If the late ’60s and early ’70s in America were defined by unrest, perhaps no actor embodied it on screen as vividly as Dustin Hoffman. From The Graduate to Kramer vs Kramer via Midnight Cowboy and All the President’s Men, Hoffman specialised in delivering neurotic, agitated performances. The undercurrent of emotions flowing through his characters almost always burst out in bouts of sudden violence. His body alone, short yet muscular, his feet firmly planted on the ground but never still for long, creates a tension within the frame that several directors have exploited to beautiful effect.
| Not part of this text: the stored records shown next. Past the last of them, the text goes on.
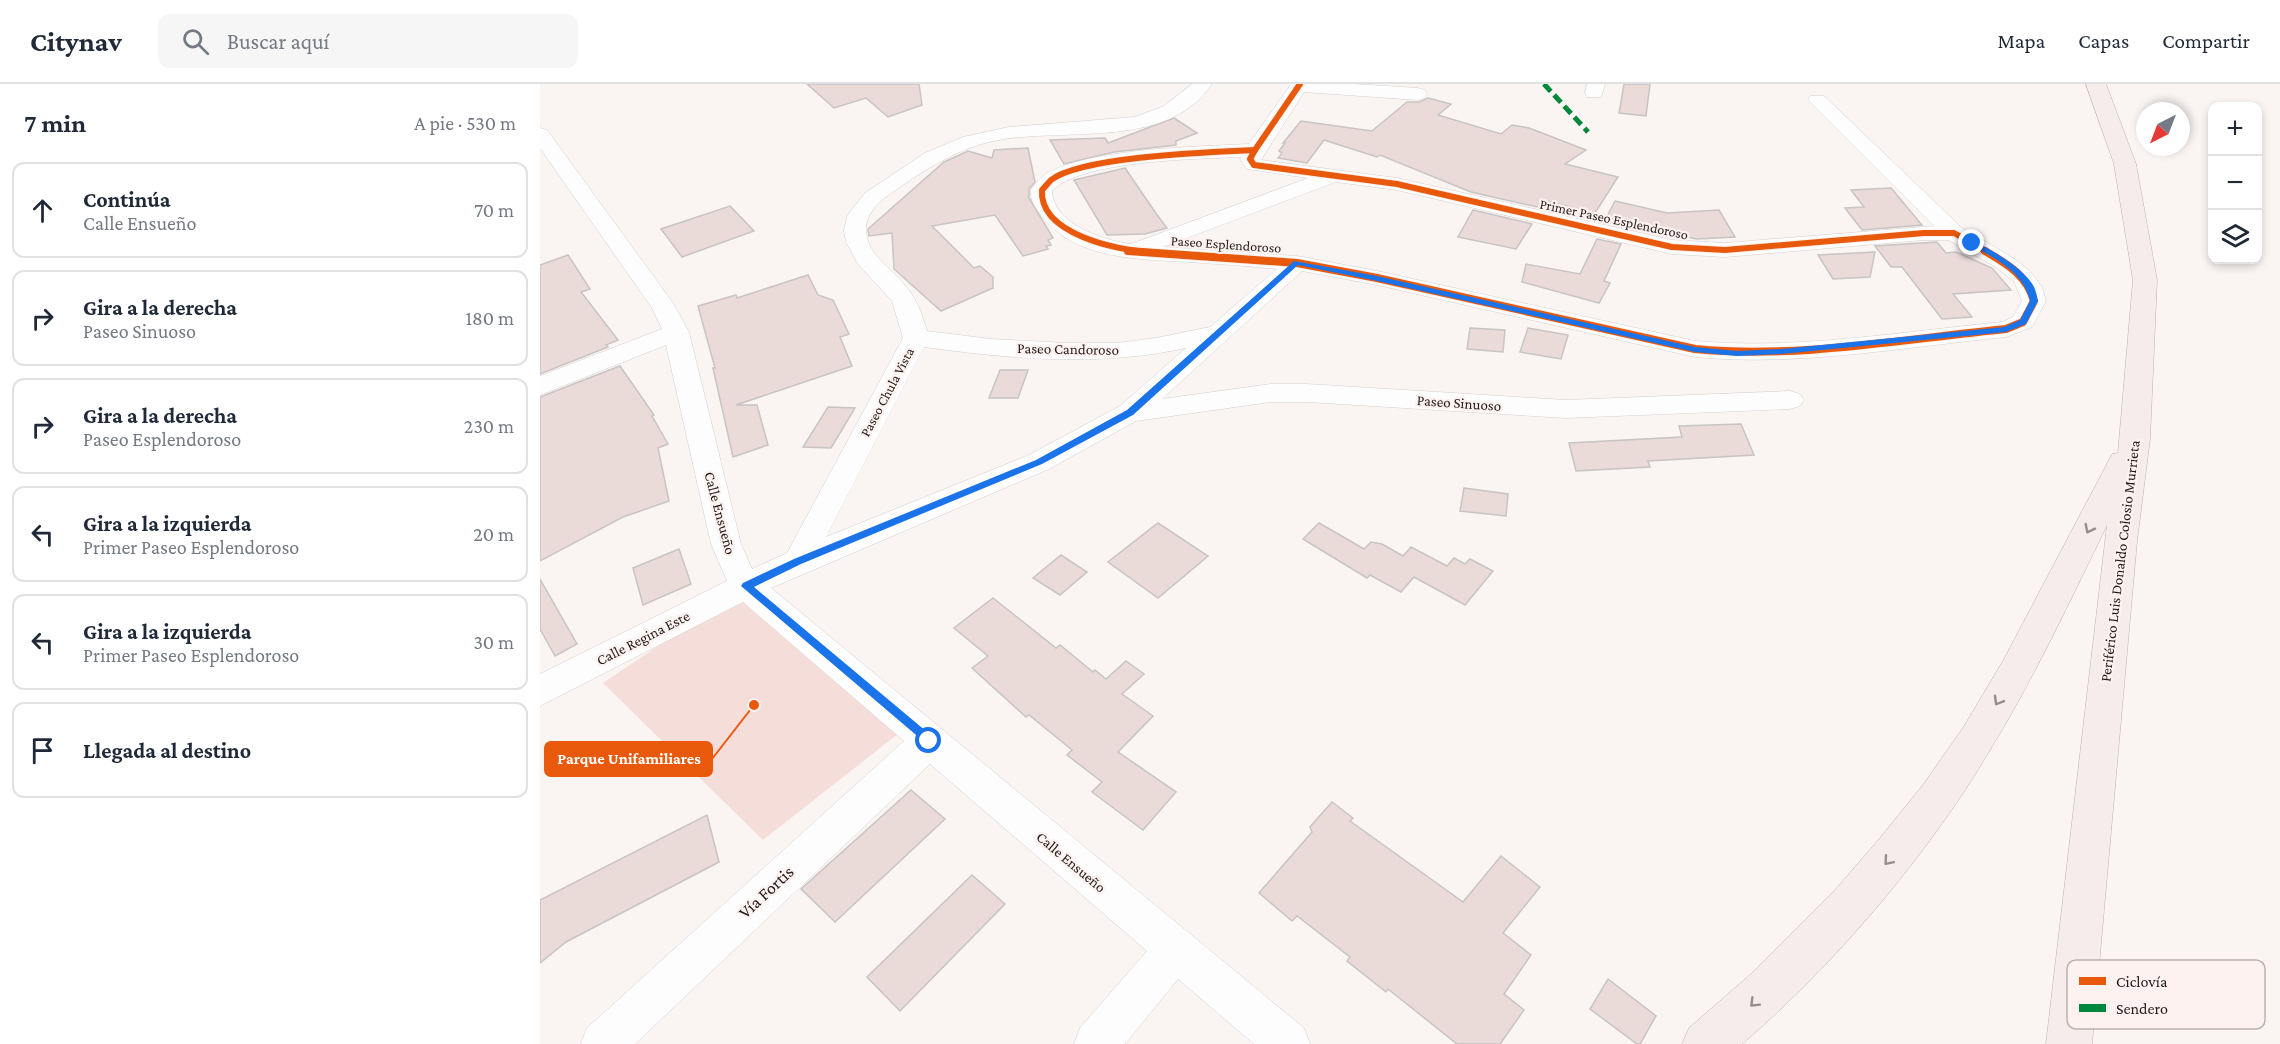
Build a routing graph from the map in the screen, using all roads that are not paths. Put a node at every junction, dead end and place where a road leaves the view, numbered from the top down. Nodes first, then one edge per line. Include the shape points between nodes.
1 (1203, 84) edge
2 (2096, 84) edge
3 (1299, 85) edge
4 (1418, 94) dead end
5 (1817, 100) dead end
6 (540, 134) edge
7 (1255, 150) junction
8 (551, 169) edge
9 (1337, 175) junction
10 (1954, 233) junction
11 (1129, 251) junction
12 (1296, 263) junction
13 (676, 332) junction
14 (1220, 333) junction
15 (916, 338) junction
16 (540, 386) edge
17 (1790, 400) dead end
18 (1130, 412) junction
19 (2135, 439) junction
20 (798, 562) junction
21 (746, 586) junction
22 (540, 690) edge
23 (929, 741) junction
24 (1174, 950) junction
25 (2078, 960) edge
26 (2071, 1029) edge
27 (603, 1044) edge
28 (1096, 1044) edge
29 (1288, 1044) edge
30 (1705, 1044) edge
31 (2069, 1044) edge

1 - 15 street, Paseo Chula Vista via 1175,108 1146,121 1004,132 962,142 907,172 870,199 855,227 856,244 863,257 900,294 909,309
2 - 19 main road, Periférico Luis Donaldo Colosio Murrieta via 2125,164 2145,280
3 - 4 street
3 - 7 street
5 - 10 street
6 - 8 street, Calle Ensueño
7 - 9 street, Primer Paseo Esplendoroso via 1250,159 1254,165
7 - 11 street, Paseo Esplendoroso via 1112,161 1070,171 1046,184 1041,191 1043,202 1062,226 1084,239
8 - 13 street, Calle Ensueño via 664,308
9 - 10 street, Primer Paseo Esplendoroso via 1397,184 1697,250
9 - 11 street
10 - 12 street, Paseo Esplendoroso via 2002,261 2030,286 2034,301 2023,322 2006,329 1781,352 1706,351
11 - 12 street, Paseo Esplendoroso
12 - 14 street, Paseo Sinuoso
13 - 16 street
13 - 21 street, Calle Ensueño via 726,544
14 - 15 street, Paseo Candoroso via 1117,351 998,348
14 - 18 street, Paseo Sinuoso
15 - 20 street, Paseo Chula Vista
17 - 18 street, Paseo Sinuoso via 1566,409 1270,393
18 - 20 street, Paseo Sinuoso via 1039,462
19 - 25 main road, Periférico Luis Donaldo Colosio Murrieta
19 -> 30 main road via 2017,669 1976,740 1910,837 1829,928 1743,1015
20 - 21 street, Paseo Sinuoso
21 - 22 street, Calle Regina Este
21 - 23 street, Calle Ensueño
23 - 24 street, Calle Ensueño
23 - 27 street, Vía Fortis
24 - 28 street
24 - 29 street, Calle Ensueño
26 - 31 main road, Periférico Luis Donaldo Colosio Murrieta

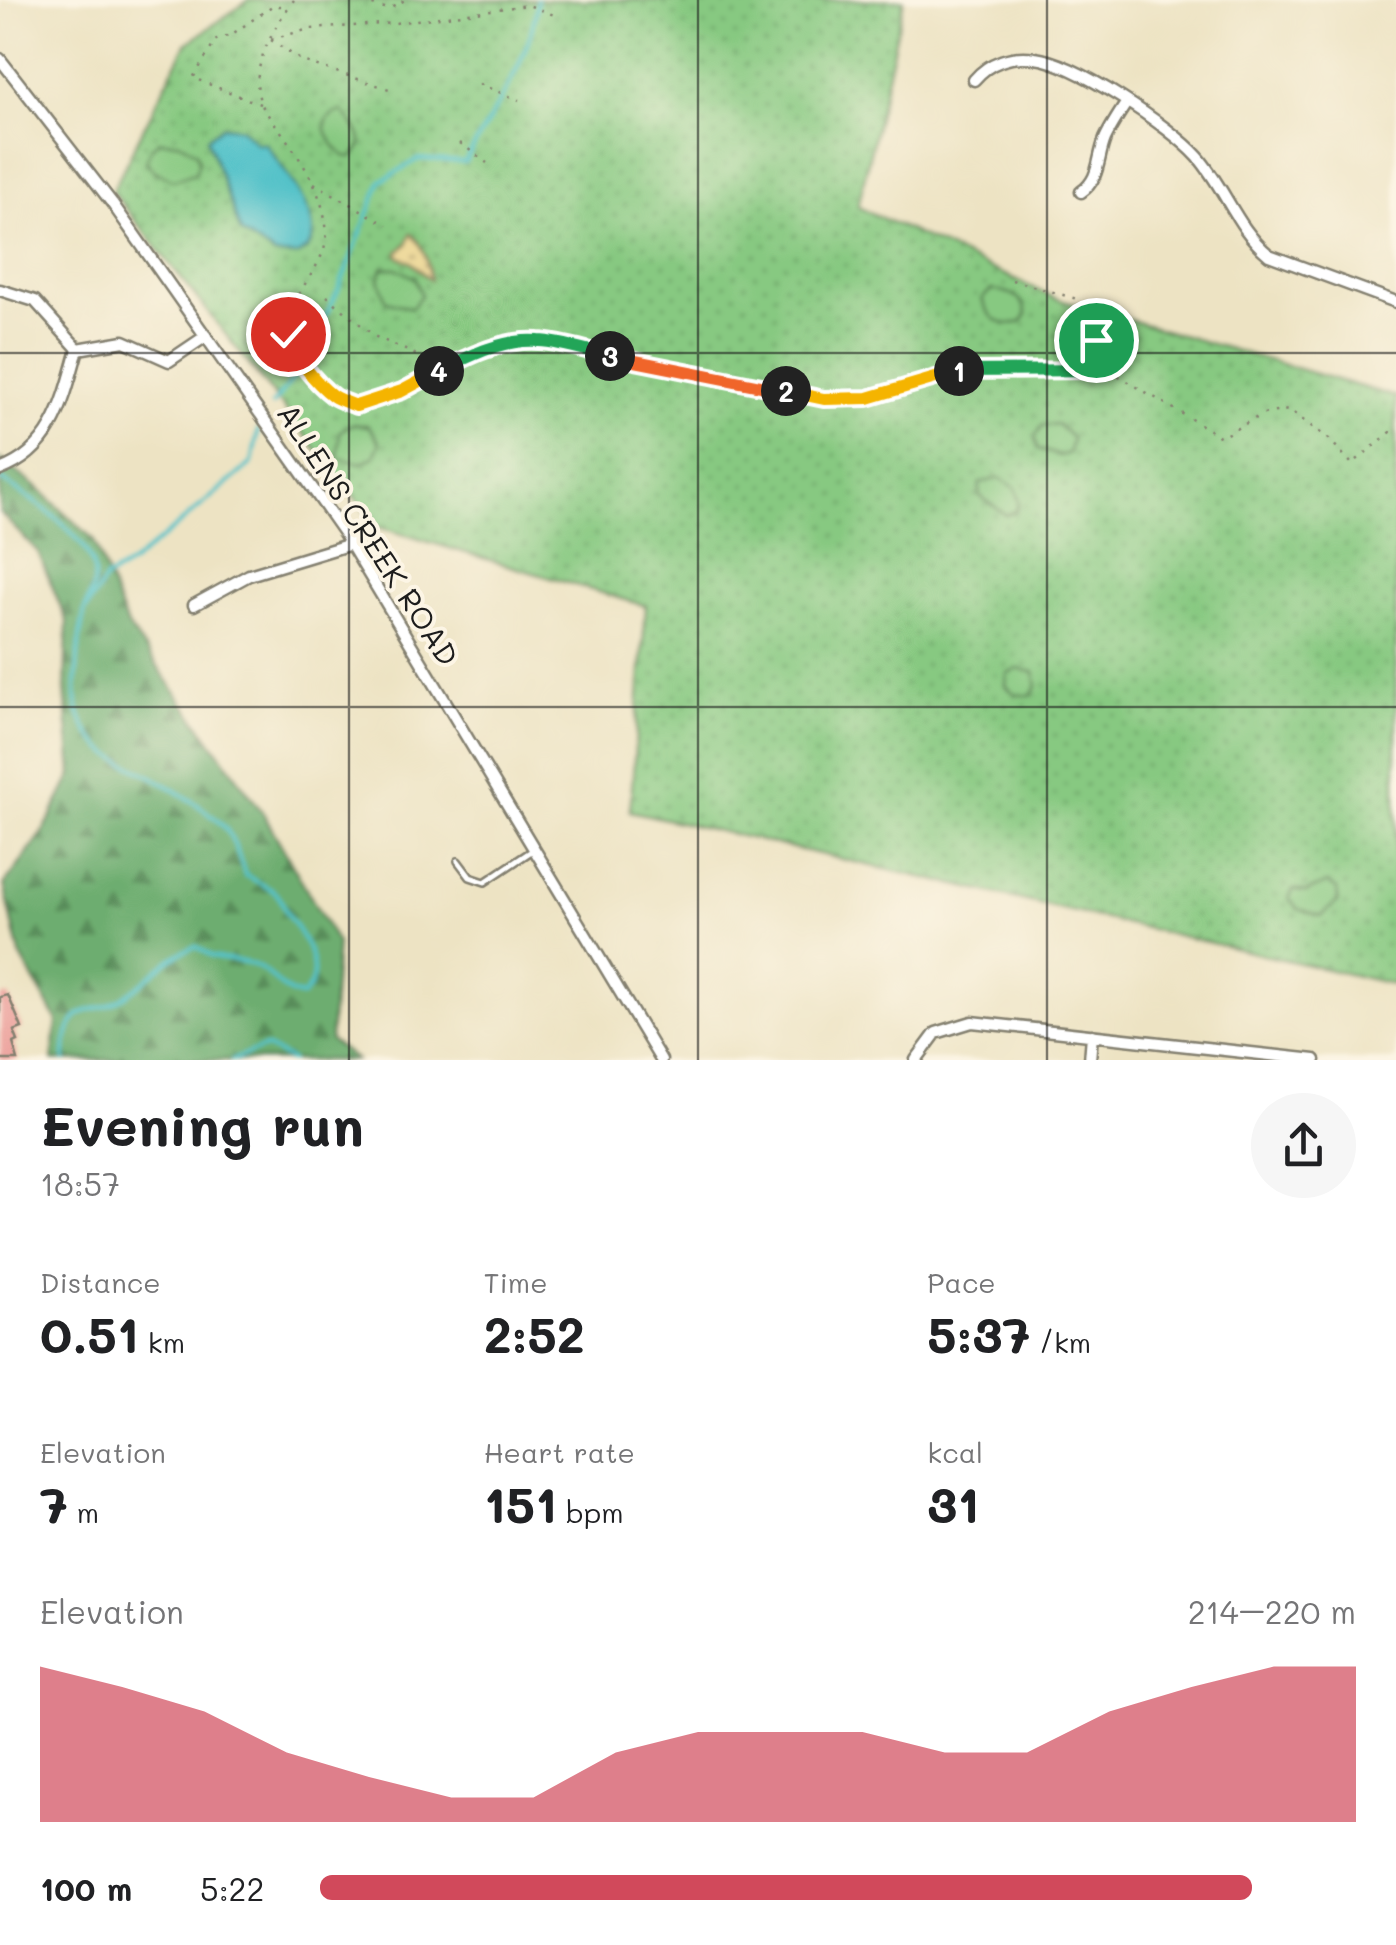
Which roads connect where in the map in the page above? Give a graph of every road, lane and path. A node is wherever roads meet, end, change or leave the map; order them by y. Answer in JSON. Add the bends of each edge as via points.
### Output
{"nodes":[{"id":1,"x":294,"y":0,"type":"edge"},
{"id":2,"x":352,"y":0,"type":"edge"},
{"id":3,"x":405,"y":0,"type":"edge"},
{"id":4,"x":289,"y":6,"type":"junction"},
{"id":5,"x":554,"y":15,"type":"dead end"},
{"id":6,"x":270,"y":40,"type":"junction"},
{"id":7,"x":0,"y":58,"type":"edge"},
{"id":8,"x":974,"y":80,"type":"dead end"},
{"id":9,"x":479,"y":84,"type":"dead end"},
{"id":10,"x":389,"y":88,"type":"dead end"},
{"id":11,"x":519,"y":100,"type":"dead end"},
{"id":12,"x":1127,"y":102,"type":"junction"},
{"id":13,"x":261,"y":105,"type":"junction"},
{"id":14,"x":460,"y":143,"type":"dead end"},
{"id":15,"x":487,"y":163,"type":"dead end"},
{"id":16,"x":313,"y":182,"type":"junction"},
{"id":17,"x":1081,"y":192,"type":"dead end"},
{"id":18,"x":387,"y":225,"type":"dead end"},
{"id":19,"x":1012,"y":280,"type":"dead end"},
{"id":20,"x":0,"y":290,"type":"edge"},
{"id":21,"x":327,"y":296,"type":"dead end"},
{"id":22,"x":1396,"y":302,"type":"edge"},
{"id":23,"x":206,"y":336,"type":"junction"},
{"id":24,"x":78,"y":350,"type":"junction"},
{"id":25,"x":445,"y":368,"type":"junction"},
{"id":26,"x":1105,"y":370,"type":"junction"},
{"id":27,"x":1396,"y":428,"type":"edge"},
{"id":28,"x":3,"y":469,"type":"edge"},
{"id":29,"x":351,"y":544,"type":"junction"},
{"id":30,"x":194,"y":604,"type":"dead end"},
{"id":31,"x":535,"y":849,"type":"junction"},
{"id":32,"x":458,"y":861,"type":"dead end"},
{"id":33,"x":1092,"y":1036,"type":"junction"},
{"id":34,"x":661,"y":1060,"type":"edge"},
{"id":35,"x":916,"y":1060,"type":"edge"},
{"id":36,"x":1090,"y":1060,"type":"edge"},
{"id":37,"x":1315,"y":1060,"type":"edge"}],
"edges":[{"from":1,"to":4,"type":"path"},
{"from":2,"to":3,"type":"path","via":[[389,9]]},
{"from":4,"to":6,"type":"path"},
{"from":4,"to":13,"type":"path","via":[[272,6],[217,39],[192,78]]},
{"from":5,"to":6,"type":"path","via":[[528,5],[310,29]]},
{"from":6,"to":10,"type":"path","via":[[302,61]]},
{"from":6,"to":13,"type":"path","via":[[258,72]]},
{"from":7,"to":23,"type":"street","name":"ALLENS CREEK ROAD"},
{"from":8,"to":12,"type":"street","via":[[999,61],[1035,58]]},
{"from":9,"to":11,"type":"path"},
{"from":12,"to":17,"type":"street","via":[[1104,142],[1097,174]]},
{"from":12,"to":22,"type":"street","via":[[1195,154],[1253,242],[1269,255]]},
{"from":13,"to":16,"type":"path"},
{"from":14,"to":15,"type":"path"},
{"from":16,"to":18,"type":"path"},
{"from":16,"to":25,"type":"path","via":[[327,230],[320,258],[292,301],[289,344],[298,358],[333,396],[356,406]]},
{"from":19,"to":26,"type":"path","via":[[1077,299]]},
{"from":20,"to":24,"type":"street","via":[[35,301]]},
{"from":21,"to":25,"type":"path","via":[[374,336]]},
{"from":23,"to":24,"type":"street","via":[[169,361],[124,341]]},
{"from":23,"to":29,"type":"street","name":"ALLENS CREEK ROAD"},
{"from":24,"to":28,"type":"street","via":[[56,421],[28,456]]},
{"from":25,"to":26,"type":"path","via":[[495,346],[540,340],[840,400],[976,369]]},
{"from":26,"to":27,"type":"path","via":[[1221,436],[1263,414],[1290,410],[1352,464]]},
{"from":29,"to":30,"type":"street","via":[[249,576]]},
{"from":29,"to":31,"type":"street","name":"ALLENS CREEK ROAD"},
{"from":31,"to":32,"type":"lane","via":[[485,882],[470,877]]},
{"from":31,"to":34,"type":"street","name":"ALLENS CREEK ROAD"},
{"from":33,"to":35,"type":"street","via":[[959,1024],[926,1041]]},
{"from":33,"to":36,"type":"street"},
{"from":33,"to":37,"type":"street"}]}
As the workaholic father forced to look after his son for the first time, Hoffman brings to his character in Kramer vs Kramer a violent impatience that propels the narrative. While seeing the actor aggressively struggle to prepare French toast is a spectacle in itself, the constant fear that Kramer may inadvertently hurt his child simultaneously creates tension and furthers the story. Whether this man could ever be a good father is the central question and real heart of the film.
Sam Peckinpah’s Straw Dogs similarly plays with Hoffman’s persona and strengths, casting him against type as a quiet and reserved mathematics professor. Moving with his young British wife Amy (Susan George) to her natal Cornish countryside, David Sumner is seeking peace and quiet to pursue his writerly ambitions. Yet from the very start, the couple are confronted with the barely concealed hostility of the locals, childhood friends of Amy, who do not approve of the American outsider.
Yet in the face of increased bullying, David receives no support from Amy. Far from offering to talk to her friends and calm them down, she demand that David fight back. Instead of upholding reason and grown-up conversation, she wants her husband to play these men’s game and use the same backwards, petty violence that they utilise to harass the couple.
Yet Amy is portrayed as a way more complex character than this attitude may suggest. Far from adhering to conventional gender roles in which the man must physically protect his woman, she in fact proves the most progressive of all the characters. When the local men in town stare at her bra-less breasts poking under her shirt in the film’s opening sequence, Amy shows no sign of shame at all. David, however, is visibly uncomfortable. Rather than telling the men to correct their behaviour, he suggests Amy wear a bra to stop ‘attracting the attention.’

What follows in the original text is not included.